How to complete this task ::
Among these records, which lines include "Inner"? Copy them out.

Data for review START

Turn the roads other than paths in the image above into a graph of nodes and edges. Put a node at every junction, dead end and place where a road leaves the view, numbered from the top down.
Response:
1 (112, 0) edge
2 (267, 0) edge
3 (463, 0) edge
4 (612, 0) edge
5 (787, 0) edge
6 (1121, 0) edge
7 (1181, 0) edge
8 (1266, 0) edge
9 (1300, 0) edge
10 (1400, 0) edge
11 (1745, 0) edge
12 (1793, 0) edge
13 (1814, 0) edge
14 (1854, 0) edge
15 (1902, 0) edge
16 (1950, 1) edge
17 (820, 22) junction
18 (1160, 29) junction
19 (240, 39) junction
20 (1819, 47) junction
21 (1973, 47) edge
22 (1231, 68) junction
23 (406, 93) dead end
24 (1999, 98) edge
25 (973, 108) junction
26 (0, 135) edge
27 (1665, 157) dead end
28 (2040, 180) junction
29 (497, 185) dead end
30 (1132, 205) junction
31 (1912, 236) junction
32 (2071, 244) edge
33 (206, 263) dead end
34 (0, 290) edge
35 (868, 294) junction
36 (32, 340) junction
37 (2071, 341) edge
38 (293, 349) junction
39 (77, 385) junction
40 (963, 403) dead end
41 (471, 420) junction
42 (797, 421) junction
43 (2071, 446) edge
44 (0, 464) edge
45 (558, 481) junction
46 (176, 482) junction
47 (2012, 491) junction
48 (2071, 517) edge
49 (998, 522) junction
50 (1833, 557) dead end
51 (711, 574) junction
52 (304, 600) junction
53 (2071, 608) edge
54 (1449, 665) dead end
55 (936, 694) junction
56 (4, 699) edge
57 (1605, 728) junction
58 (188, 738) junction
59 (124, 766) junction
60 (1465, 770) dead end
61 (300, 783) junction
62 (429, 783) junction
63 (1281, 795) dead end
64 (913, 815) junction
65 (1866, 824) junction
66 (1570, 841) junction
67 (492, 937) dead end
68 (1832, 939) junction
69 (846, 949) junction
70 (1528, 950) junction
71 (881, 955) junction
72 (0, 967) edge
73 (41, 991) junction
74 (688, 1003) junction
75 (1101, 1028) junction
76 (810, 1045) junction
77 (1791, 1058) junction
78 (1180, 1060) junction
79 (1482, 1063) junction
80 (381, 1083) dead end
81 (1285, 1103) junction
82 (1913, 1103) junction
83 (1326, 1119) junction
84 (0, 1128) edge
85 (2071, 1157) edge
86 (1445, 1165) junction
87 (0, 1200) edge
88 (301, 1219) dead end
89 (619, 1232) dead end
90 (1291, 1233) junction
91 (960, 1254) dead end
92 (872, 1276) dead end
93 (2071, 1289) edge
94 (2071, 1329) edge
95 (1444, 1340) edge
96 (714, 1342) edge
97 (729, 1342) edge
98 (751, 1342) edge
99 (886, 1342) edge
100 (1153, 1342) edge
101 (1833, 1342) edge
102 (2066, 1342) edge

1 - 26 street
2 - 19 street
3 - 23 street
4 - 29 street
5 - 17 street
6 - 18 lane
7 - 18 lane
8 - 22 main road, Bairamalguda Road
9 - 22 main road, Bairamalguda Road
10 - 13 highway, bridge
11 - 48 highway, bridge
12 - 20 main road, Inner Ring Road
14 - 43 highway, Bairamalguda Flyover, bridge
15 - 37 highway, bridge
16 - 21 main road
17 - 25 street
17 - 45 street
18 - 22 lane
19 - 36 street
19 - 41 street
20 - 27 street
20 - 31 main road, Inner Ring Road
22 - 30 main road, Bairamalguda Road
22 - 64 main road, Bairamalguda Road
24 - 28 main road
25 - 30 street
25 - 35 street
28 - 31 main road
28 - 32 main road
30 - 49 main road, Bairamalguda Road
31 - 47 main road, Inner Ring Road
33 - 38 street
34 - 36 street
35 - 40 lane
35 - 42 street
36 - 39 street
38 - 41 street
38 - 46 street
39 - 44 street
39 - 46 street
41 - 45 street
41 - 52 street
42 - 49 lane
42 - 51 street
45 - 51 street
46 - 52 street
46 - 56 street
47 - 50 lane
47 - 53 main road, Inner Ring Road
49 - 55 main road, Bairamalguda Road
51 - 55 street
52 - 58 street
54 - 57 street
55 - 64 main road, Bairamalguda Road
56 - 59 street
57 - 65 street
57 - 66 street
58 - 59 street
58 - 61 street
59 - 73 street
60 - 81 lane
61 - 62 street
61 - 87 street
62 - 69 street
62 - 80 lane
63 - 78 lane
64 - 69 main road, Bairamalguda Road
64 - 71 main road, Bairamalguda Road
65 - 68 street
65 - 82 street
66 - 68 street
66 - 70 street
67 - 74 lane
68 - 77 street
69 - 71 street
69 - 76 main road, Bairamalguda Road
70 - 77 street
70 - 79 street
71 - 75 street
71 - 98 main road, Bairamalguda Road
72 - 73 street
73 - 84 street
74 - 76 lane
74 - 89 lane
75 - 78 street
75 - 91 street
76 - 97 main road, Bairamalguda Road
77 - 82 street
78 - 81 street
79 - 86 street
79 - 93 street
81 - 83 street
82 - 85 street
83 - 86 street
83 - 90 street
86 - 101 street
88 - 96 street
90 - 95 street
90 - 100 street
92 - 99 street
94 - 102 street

Data for review END

Solution to the exercise ::
12 - 20 main road, Inner Ring Road
20 - 31 main road, Inner Ring Road
31 - 47 main road, Inner Ring Road
47 - 53 main road, Inner Ring Road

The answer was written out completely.